▸ Exercise requirements: Reply with one number: the count of lines in the data that hold the string "paths".

▸ Task inputs:

──────────────────────────────

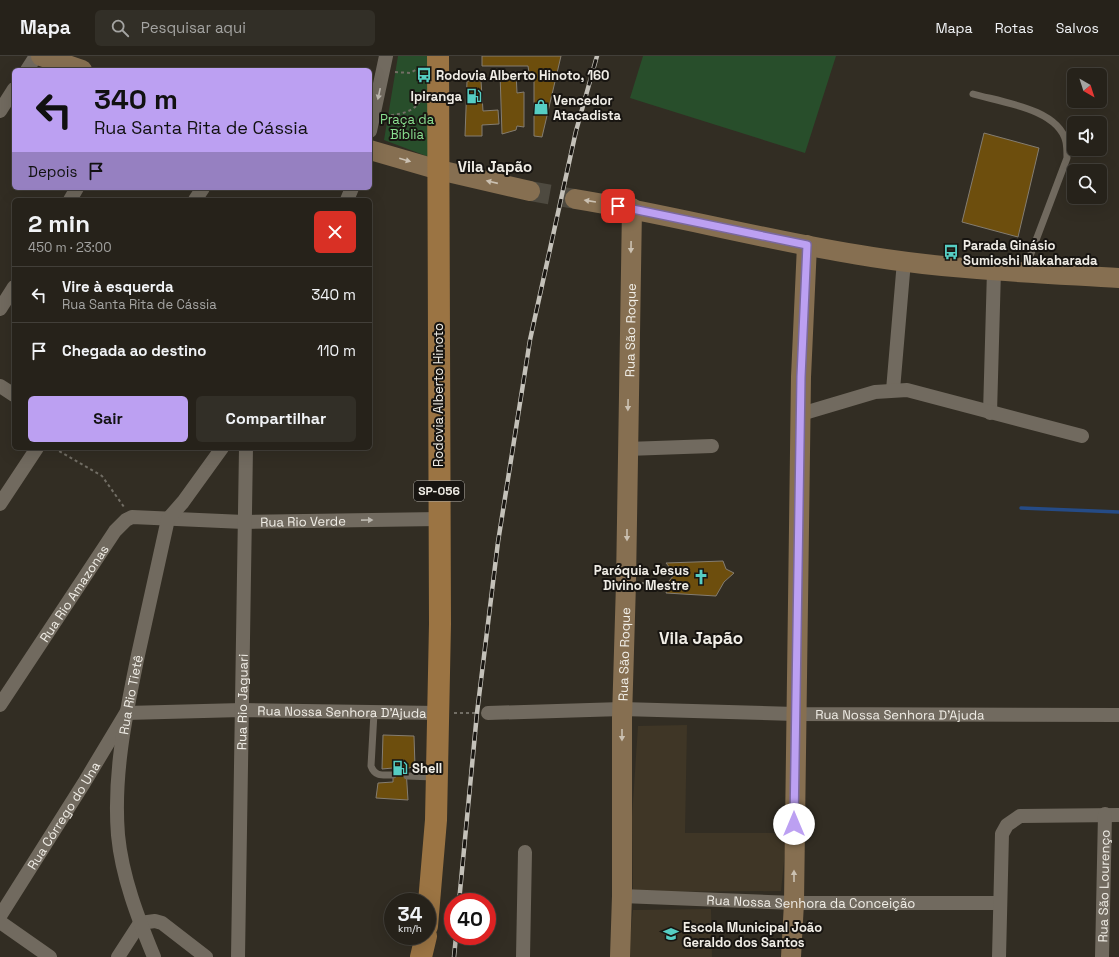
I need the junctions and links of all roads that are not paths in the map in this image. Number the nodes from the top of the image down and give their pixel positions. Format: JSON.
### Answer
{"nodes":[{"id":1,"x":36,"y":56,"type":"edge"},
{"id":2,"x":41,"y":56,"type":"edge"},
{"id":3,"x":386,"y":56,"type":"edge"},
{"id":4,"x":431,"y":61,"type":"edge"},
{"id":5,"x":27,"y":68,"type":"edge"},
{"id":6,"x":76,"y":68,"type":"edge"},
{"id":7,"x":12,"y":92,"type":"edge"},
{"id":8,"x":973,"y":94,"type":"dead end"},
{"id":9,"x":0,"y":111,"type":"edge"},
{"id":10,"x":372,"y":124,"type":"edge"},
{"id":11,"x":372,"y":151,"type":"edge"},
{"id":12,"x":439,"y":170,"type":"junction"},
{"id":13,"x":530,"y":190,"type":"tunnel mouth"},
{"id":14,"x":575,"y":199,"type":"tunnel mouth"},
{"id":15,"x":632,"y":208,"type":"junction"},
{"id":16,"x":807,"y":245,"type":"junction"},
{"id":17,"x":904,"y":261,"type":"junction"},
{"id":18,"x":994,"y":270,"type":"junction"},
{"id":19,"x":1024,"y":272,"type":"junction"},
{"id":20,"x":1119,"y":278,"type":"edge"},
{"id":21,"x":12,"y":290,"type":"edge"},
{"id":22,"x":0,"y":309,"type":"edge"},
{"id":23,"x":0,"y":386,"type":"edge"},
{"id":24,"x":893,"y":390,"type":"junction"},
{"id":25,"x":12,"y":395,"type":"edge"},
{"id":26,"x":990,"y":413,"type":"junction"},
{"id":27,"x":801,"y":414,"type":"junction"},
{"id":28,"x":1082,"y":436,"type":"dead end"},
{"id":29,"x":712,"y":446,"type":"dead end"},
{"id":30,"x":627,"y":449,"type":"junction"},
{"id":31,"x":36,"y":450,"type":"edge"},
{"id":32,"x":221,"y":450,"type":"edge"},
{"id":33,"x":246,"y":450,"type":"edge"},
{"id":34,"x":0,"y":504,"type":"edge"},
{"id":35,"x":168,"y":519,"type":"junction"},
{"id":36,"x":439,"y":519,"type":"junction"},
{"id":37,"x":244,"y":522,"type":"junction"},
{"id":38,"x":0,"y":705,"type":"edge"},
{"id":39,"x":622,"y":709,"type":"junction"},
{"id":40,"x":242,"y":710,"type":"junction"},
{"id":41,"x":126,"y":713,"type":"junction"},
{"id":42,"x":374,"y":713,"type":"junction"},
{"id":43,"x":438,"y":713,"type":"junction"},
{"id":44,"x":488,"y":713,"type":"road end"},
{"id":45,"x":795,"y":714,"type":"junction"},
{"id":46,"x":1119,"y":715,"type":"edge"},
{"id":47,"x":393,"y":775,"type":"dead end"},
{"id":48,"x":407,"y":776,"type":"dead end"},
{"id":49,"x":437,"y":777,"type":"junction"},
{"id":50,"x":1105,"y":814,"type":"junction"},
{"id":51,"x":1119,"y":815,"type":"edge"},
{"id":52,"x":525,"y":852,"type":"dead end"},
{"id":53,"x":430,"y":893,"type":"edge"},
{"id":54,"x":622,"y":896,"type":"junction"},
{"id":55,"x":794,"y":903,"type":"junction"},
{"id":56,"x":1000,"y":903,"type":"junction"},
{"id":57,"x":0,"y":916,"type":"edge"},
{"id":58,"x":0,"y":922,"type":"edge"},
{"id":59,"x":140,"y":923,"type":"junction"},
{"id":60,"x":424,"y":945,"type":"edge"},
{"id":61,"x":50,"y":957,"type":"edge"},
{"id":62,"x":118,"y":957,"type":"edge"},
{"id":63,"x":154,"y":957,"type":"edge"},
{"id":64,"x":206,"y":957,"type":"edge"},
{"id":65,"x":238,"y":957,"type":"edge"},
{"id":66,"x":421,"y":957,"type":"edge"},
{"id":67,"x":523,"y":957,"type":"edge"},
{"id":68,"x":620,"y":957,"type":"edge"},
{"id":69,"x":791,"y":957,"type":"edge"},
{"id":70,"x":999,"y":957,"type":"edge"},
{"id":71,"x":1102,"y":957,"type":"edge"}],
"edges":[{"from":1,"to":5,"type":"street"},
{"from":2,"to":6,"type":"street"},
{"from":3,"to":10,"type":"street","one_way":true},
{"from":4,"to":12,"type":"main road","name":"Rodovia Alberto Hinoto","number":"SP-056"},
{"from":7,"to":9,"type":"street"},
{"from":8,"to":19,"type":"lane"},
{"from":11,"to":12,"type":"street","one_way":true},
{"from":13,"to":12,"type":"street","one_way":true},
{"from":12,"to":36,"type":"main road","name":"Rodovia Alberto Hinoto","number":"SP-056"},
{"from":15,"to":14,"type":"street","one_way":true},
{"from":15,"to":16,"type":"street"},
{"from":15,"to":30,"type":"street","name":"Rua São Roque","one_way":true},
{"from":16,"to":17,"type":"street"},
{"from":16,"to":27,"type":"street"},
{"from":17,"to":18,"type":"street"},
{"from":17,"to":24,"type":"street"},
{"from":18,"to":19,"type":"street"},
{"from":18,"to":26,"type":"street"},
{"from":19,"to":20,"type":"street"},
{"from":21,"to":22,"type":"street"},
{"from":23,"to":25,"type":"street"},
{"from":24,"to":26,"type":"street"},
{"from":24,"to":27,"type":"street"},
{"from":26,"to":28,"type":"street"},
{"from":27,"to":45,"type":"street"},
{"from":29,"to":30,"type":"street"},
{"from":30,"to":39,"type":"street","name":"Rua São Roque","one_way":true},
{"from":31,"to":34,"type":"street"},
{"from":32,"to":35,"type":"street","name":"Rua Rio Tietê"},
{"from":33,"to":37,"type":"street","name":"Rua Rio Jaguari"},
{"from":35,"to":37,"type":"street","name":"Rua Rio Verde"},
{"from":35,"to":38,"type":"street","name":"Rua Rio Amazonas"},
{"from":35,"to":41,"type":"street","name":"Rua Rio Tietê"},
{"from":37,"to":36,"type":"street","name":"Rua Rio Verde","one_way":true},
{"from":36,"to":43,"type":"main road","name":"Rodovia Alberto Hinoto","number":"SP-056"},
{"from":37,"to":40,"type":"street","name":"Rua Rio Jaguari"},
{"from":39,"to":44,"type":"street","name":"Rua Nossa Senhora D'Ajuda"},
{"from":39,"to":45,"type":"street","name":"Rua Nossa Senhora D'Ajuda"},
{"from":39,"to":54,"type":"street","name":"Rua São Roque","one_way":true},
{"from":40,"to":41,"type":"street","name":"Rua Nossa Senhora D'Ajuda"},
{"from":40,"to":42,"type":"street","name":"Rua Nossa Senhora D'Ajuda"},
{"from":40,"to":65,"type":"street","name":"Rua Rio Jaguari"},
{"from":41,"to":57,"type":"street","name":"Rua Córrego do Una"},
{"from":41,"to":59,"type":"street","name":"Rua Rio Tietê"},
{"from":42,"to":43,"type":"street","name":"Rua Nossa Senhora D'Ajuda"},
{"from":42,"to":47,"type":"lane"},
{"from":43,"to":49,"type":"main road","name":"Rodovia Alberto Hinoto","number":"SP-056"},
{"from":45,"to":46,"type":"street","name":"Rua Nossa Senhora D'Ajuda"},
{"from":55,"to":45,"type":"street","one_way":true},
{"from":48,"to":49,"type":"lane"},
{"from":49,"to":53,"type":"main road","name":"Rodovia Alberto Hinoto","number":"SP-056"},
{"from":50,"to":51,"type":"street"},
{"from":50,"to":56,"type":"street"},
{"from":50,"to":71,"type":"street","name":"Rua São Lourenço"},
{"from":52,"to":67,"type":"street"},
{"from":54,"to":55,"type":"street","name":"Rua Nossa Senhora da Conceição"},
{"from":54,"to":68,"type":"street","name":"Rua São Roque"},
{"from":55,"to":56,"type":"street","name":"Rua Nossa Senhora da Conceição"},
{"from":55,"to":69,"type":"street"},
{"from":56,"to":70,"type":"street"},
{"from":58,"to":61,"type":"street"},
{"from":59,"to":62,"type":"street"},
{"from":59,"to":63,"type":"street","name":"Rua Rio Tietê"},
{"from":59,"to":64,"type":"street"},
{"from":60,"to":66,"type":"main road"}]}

──────────────────────────────

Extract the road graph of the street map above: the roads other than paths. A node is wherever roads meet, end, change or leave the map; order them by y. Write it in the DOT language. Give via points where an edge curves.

──────────────────────────────

▸ Task solution: 2